Restoration of Independence Day

For the first time in three weeks, we heard the sounds of ‘donut, donut, donut’ sung by two young boys as they endeavoured to sell them to the few residents that remain in Rai Kotu. I went outside to greet them but declined to buy these unappetizing treats at 5c a piece. Daniel remains partial to them, but even he did not feel like them today.

For the first time since commencing work in Timor, I went to work on a weekend. It had come to my attention in the past week or so that none of the seventeen computers at my place of work had had their virus definitions updated for the last nine months and as a result, all but two were riddled with nasty viruses.

I take my own laptop to work, as there is not a spare computer, thus I was not aware of the problem. When I asked both the office manager and executive secretary whose responsibility it was to make sure that the virus definitions were up-to-date, they both replied hau la hatene (I don’t know). Exasperated, I went and purchased, with my own money, a pirated version of Norton Anti-Virus 2006 and began loading the program one computer at a time. Quickly however, I encountered major problems as the viruses tried to prevent me from doing so. I then called in Daniel who managed to bypass some of the viruses but others were too difficult. We then called in an Australian IT consultant who began to work his way through the computers, some of which proved very complicated. In the end, we had to take a number of the computers to a shop, particularly those that required new parts due to unrelated damage caused by the lack of functioning Universal Power Sources (UPSs) and Dili’s frequent electricity brown and black outs.

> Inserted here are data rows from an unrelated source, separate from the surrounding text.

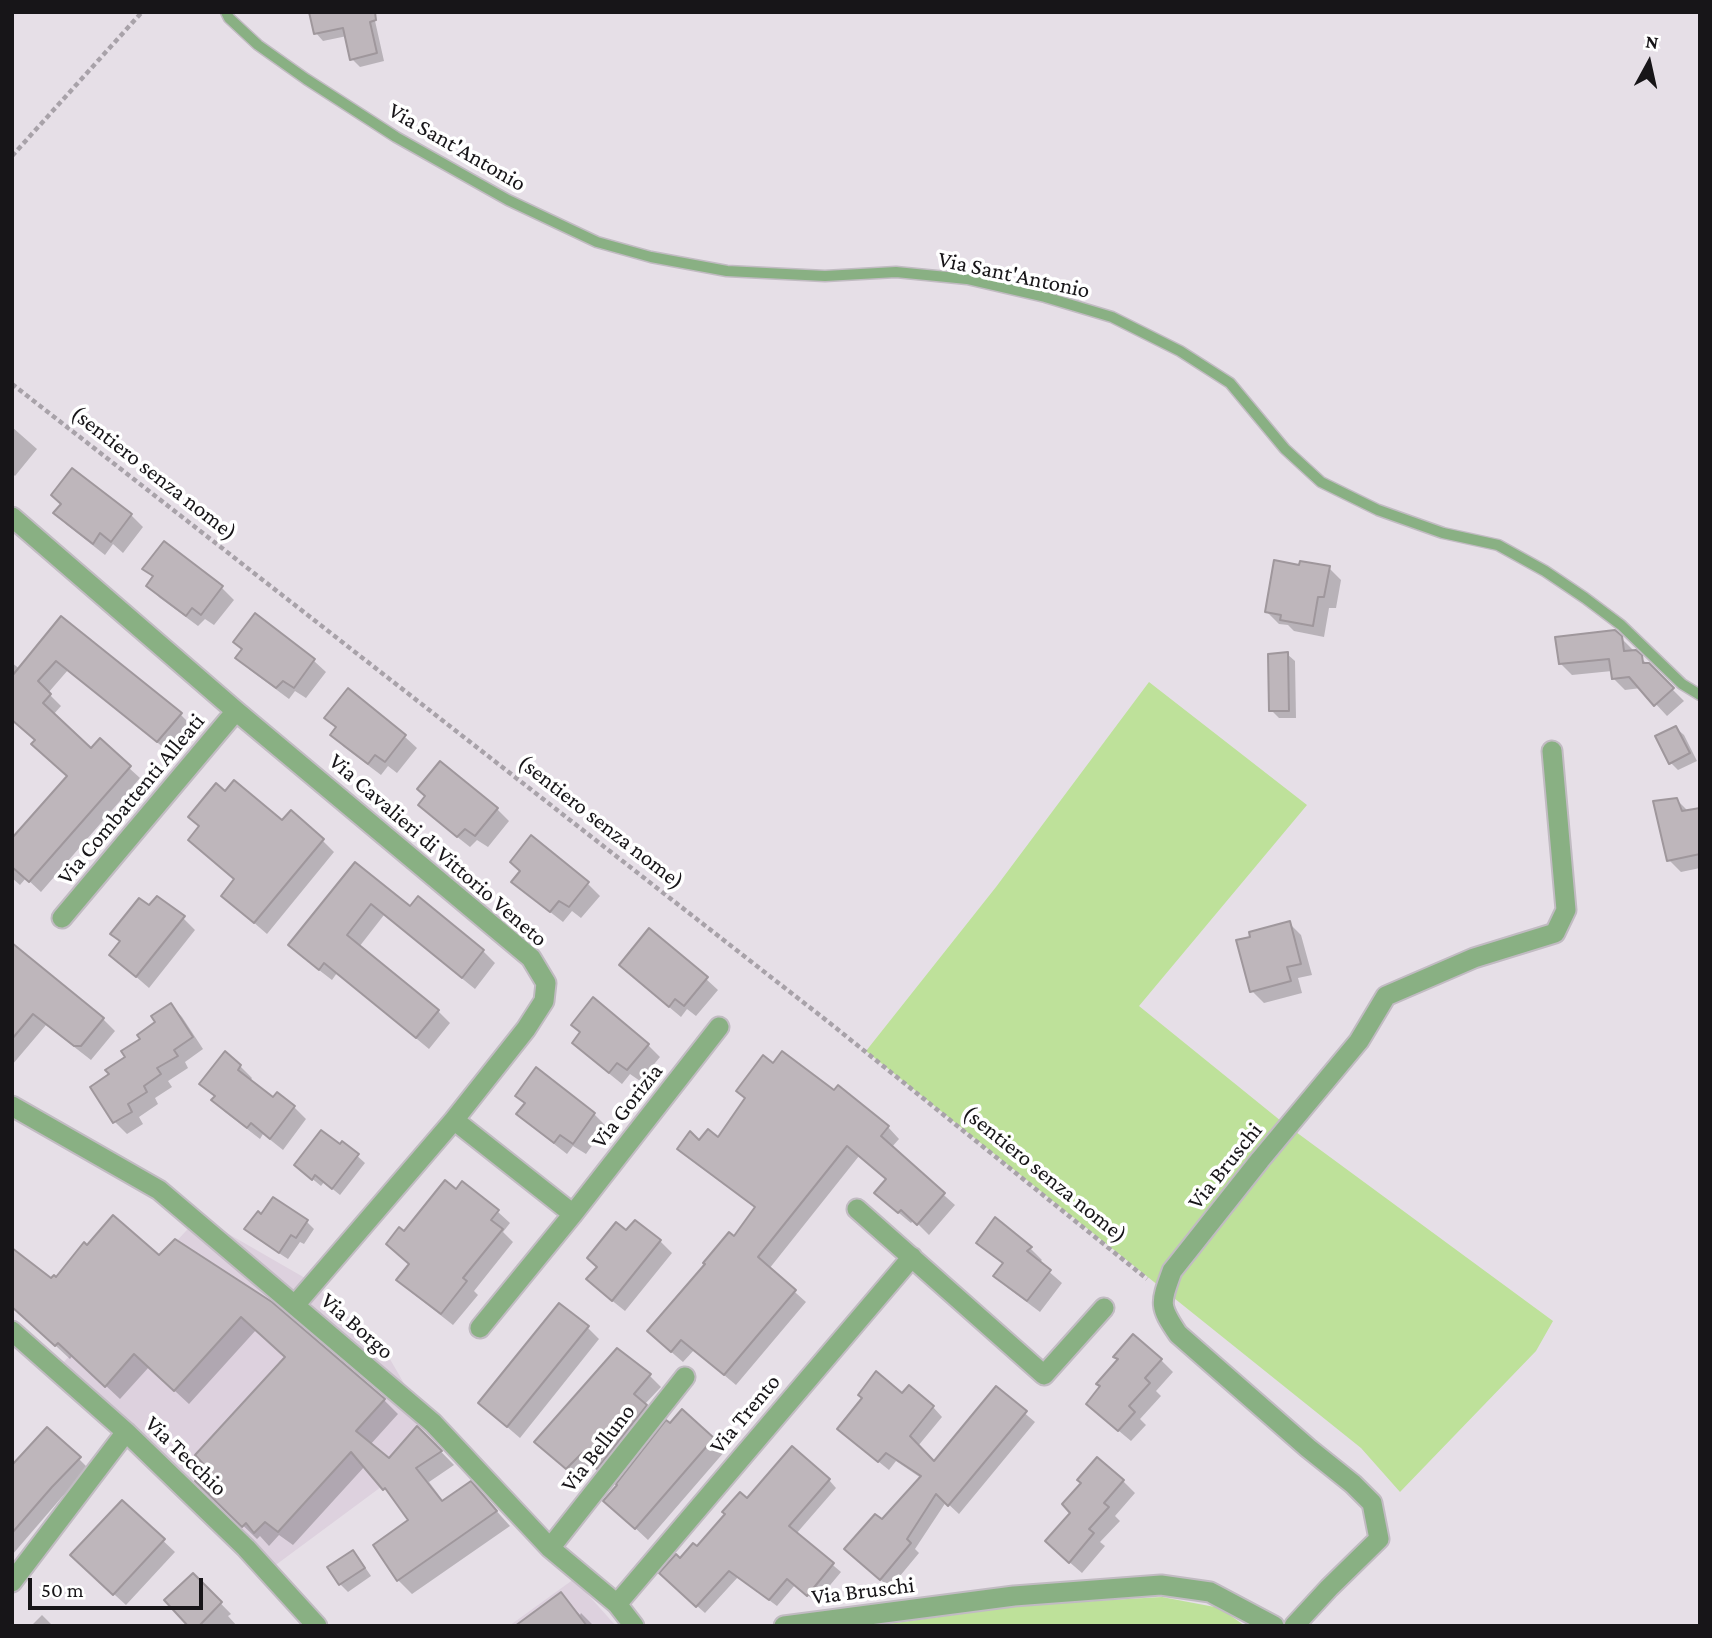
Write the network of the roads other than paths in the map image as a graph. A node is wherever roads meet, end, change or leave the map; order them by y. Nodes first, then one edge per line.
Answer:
1 (226, 12) edge
2 (12, 517) edge
3 (1700, 695) edge
4 (236, 711) junction
5 (1552, 751) dead end
6 (62, 918) dead end
7 (719, 1027) dead end
8 (12, 1106) edge
9 (454, 1120) junction
10 (857, 1209) dead end
11 (573, 1214) junction
12 (912, 1257) junction
13 (295, 1305) junction
14 (1104, 1307) dead end
15 (480, 1328) dead end
16 (12, 1331) edge
17 (685, 1377) dead end
18 (126, 1432) junction
19 (550, 1548) junction
20 (12, 1581) edge
21 (617, 1604) junction
22 (317, 1626) edge
23 (634, 1626) edge
24 (784, 1626) edge
25 (1274, 1626) edge
26 (1294, 1626) edge

1 - 3 lane, Via Sant'Antonio
2 - 4 street, Via Cavalieri di Vittorio Veneto
4 - 6 street, Via Combattenti Alleati
4 - 9 street, Via Cavalieri di Vittorio Veneto
5 - 26 street, Via Bruschi
7 - 11 street, Via Gorizia
8 - 13 street, Via Borgo
9 - 11 street
9 - 13 street, Via Cavalieri di Vittorio Veneto
10 - 12 street
11 - 15 street, Via Gorizia
12 - 14 street
12 - 21 street, Via Trento
13 - 19 street, Via Borgo
16 - 18 street, Via Tecchio
17 - 19 street, Via Belluno
18 - 20 street
18 - 22 street, Via Tecchio
19 - 21 street, Via Borgo
21 - 23 street, Via Borgo
24 - 25 street, Via Bruschi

It is another one of the frustrations of working in Timor. Most Timorese working in offices with computers have very little understanding of how the things work, let alone how to maintain them.

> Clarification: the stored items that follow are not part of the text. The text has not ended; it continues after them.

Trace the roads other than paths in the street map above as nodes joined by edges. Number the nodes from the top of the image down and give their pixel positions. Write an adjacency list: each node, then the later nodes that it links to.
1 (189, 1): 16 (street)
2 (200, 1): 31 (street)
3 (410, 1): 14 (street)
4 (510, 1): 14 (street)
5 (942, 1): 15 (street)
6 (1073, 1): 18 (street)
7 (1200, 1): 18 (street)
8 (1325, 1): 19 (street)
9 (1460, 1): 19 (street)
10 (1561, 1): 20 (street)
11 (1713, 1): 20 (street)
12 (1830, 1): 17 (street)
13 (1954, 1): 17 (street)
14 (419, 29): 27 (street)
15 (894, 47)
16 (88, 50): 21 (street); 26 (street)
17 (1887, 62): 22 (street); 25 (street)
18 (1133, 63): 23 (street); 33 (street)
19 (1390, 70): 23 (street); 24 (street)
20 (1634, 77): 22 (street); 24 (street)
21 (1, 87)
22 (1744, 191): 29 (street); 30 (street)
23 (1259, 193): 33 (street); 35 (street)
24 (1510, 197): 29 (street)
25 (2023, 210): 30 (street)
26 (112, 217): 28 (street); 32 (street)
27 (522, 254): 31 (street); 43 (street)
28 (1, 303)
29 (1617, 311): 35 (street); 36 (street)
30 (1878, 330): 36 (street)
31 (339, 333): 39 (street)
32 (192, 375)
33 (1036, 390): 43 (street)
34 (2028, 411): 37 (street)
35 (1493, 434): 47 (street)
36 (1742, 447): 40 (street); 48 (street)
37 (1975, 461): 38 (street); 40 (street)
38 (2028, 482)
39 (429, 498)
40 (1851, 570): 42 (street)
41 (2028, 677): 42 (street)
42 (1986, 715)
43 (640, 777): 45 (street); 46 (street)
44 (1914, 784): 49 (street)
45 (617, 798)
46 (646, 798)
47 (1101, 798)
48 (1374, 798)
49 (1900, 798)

Secondly, donors do not like to fund items like IT consultants or UPSs that prevent damage to the computers during brown and black outs. The NGO I work for suffers from these problems and as a result, now has to try to find money to pay IT consultants to fix the problems and money to purchase UPSs.

Unfortunately, it is also part of Timorese culture that if someone experiences a problem, they just work around it rather than proactively seeking its solution. This definitely worked to their advantage when resisting the Indonesian occupation, but in peacetime office environments, it ultimately causes more trouble than it saves. Furthermore, the Timorese have little experience or knowledge of prevention (particularly when it comes to computers!) and firmly rely on curing problems, often when it is too late.

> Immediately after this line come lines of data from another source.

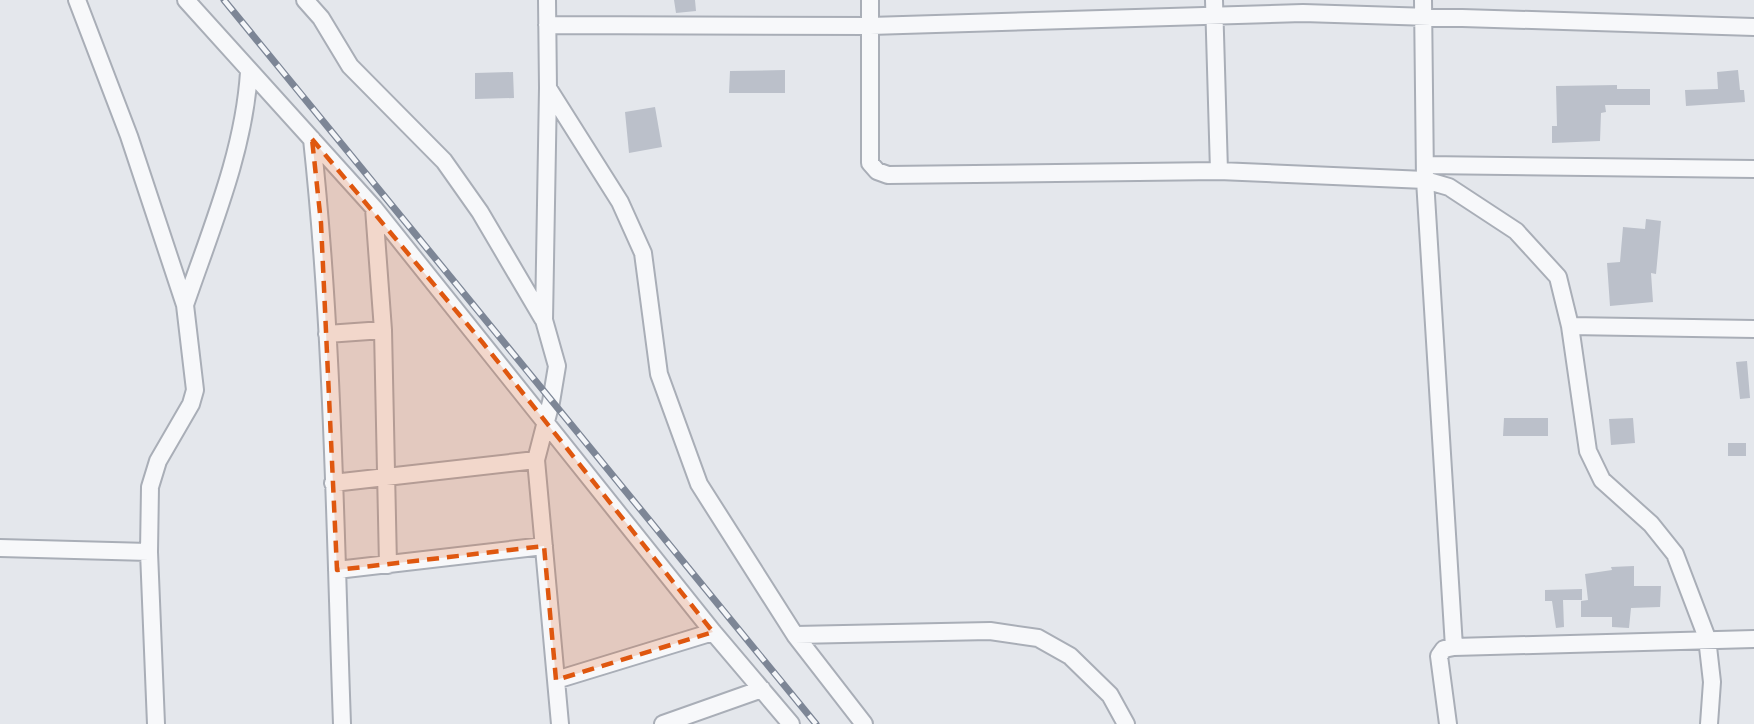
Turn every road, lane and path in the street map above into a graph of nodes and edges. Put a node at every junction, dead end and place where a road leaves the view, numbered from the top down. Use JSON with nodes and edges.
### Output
{"nodes":[{"id":1,"x":77,"y":0,"type":"edge"},
{"id":2,"x":186,"y":0,"type":"edge"},
{"id":3,"x":305,"y":0,"type":"edge"},
{"id":4,"x":546,"y":0,"type":"edge"},
{"id":5,"x":870,"y":0,"type":"edge"},
{"id":6,"x":1214,"y":0,"type":"edge"},
{"id":7,"x":1423,"y":0,"type":"edge"},
{"id":8,"x":1214,"y":17,"type":"junction"},
{"id":9,"x":1423,"y":18,"type":"junction"},
{"id":10,"x":547,"y":25,"type":"junction"},
{"id":11,"x":870,"y":26,"type":"junction"},
{"id":12,"x":1754,"y":27,"type":"edge"},
{"id":13,"x":249,"y":72,"type":"junction"},
{"id":14,"x":548,"y":88,"type":"junction"},
{"id":15,"x":312,"y":139,"type":"junction"},
{"id":16,"x":1754,"y":169,"type":"edge"},
{"id":17,"x":1219,"y":171,"type":"junction"},
{"id":18,"x":1425,"y":172,"type":"junction"},
{"id":19,"x":374,"y":208,"type":"junction"},
{"id":20,"x":186,"y":305,"type":"junction"},
{"id":21,"x":544,"y":320,"type":"junction"},
{"id":22,"x":1570,"y":326,"type":"junction"},
{"id":23,"x":1754,"y":329,"type":"edge"},
{"id":24,"x":383,"y":330,"type":"junction"},
{"id":25,"x":327,"y":334,"type":"junction"},
{"id":26,"x":546,"y":423,"type":"junction"},
{"id":27,"x":536,"y":460,"type":"junction"},
{"id":28,"x":386,"y":478,"type":"junction"},
{"id":29,"x":333,"y":483,"type":"junction"},
{"id":30,"x":544,"y":546,"type":"junction"},
{"id":31,"x":0,"y":548,"type":"edge"},
{"id":32,"x":149,"y":552,"type":"junction"},
{"id":33,"x":388,"y":565,"type":"junction"},
{"id":34,"x":337,"y":570,"type":"junction"},
{"id":35,"x":713,"y":632,"type":"junction"},
{"id":36,"x":795,"y":635,"type":"junction"},
{"id":37,"x":1707,"y":638,"type":"junction"},
{"id":38,"x":1754,"y":639,"type":"edge"},
{"id":39,"x":1454,"y":647,"type":"junction"},
{"id":40,"x":556,"y":680,"type":"junction"},
{"id":41,"x":762,"y":689,"type":"junction"},
{"id":42,"x":156,"y":724,"type":"edge"},
{"id":43,"x":342,"y":724,"type":"edge"},
{"id":44,"x":560,"y":724,"type":"edge"},
{"id":45,"x":663,"y":724,"type":"edge"},
{"id":46,"x":791,"y":724,"type":"edge"},
{"id":47,"x":864,"y":724,"type":"edge"},
{"id":48,"x":1126,"y":724,"type":"edge"},
{"id":49,"x":1448,"y":724,"type":"edge"},
{"id":50,"x":1709,"y":724,"type":"edge"}],
"edges":[{"from":1,"to":20,"type":"street"},
{"from":2,"to":13,"type":"street"},
{"from":3,"to":21,"type":"street"},
{"from":4,"to":10,"type":"street"},
{"from":5,"to":11,"type":"street"},
{"from":6,"to":8,"type":"street"},
{"from":7,"to":9,"type":"street"},
{"from":8,"to":9,"type":"street"},
{"from":8,"to":11,"type":"street"},
{"from":8,"to":17,"type":"street"},
{"from":9,"to":12,"type":"street"},
{"from":9,"to":18,"type":"street"},
{"from":10,"to":11,"type":"street"},
{"from":10,"to":14,"type":"street"},
{"from":11,"to":17,"type":"street"},
{"from":13,"to":15,"type":"street"},
{"from":13,"to":20,"type":"street"},
{"from":14,"to":21,"type":"street"},
{"from":14,"to":36,"type":"street"},
{"from":15,"to":19,"type":"street"},
{"from":15,"to":25,"type":"street"},
{"from":16,"to":18,"type":"street"},
{"from":17,"to":18,"type":"street"},
{"from":18,"to":22,"type":"street"},
{"from":18,"to":39,"type":"street"},
{"from":19,"to":24,"type":"street"},
{"from":19,"to":26,"type":"street"},
{"from":20,"to":32,"type":"street"},
{"from":21,"to":26,"type":"street"},
{"from":22,"to":23,"type":"street"},
{"from":22,"to":37,"type":"street"},
{"from":24,"to":25,"type":"street"},
{"from":24,"to":28,"type":"street"},
{"from":25,"to":29,"type":"street"},
{"from":26,"to":27,"type":"street"},
{"from":26,"to":35,"type":"street"},
{"from":27,"to":28,"type":"street"},
{"from":27,"to":30,"type":"street"},
{"from":28,"to":29,"type":"street"},
{"from":28,"to":33,"type":"street"},
{"from":29,"to":34,"type":"street"},
{"from":30,"to":33,"type":"street"},
{"from":30,"to":40,"type":"street"},
{"from":31,"to":32,"type":"street"},
{"from":32,"to":42,"type":"street"},
{"from":33,"to":34,"type":"street"},
{"from":34,"to":43,"type":"street"},
{"from":35,"to":40,"type":"street"},
{"from":35,"to":41,"type":"street"},
{"from":36,"to":47,"type":"street"},
{"from":36,"to":48,"type":"street"},
{"from":37,"to":38,"type":"street"},
{"from":37,"to":39,"type":"street"},
{"from":37,"to":50,"type":"street"},
{"from":39,"to":49,"type":"street"},
{"from":40,"to":44,"type":"street"},
{"from":41,"to":45,"type":"street"},
{"from":41,"to":46,"type":"street"}]}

Restoration of Independence Day was a low-key day with the only excitement a cavalcade of Fretilin supporters roaring down the Comoro Road towards the Palacio do Governo where a small concert was to take place. At the time we were partaking in a late lunch at a local Indian establishment (affectionately named the pink palace), and heard the roar and horns of cars hooning down the main road. Along with the restaurant’s staff, we went outside to investigate. I found the cavalcade rather intimidating as the participants looked (to me) no different from angry troublemakers, rather than celebrating supporters of the largest political party in the country. I could not imagine such a scene in Australia with either the Libs or the Labs doing a similar thing, it’s completely incongruous. More like the supporters of a footy team coming home after the AFL Grand Final.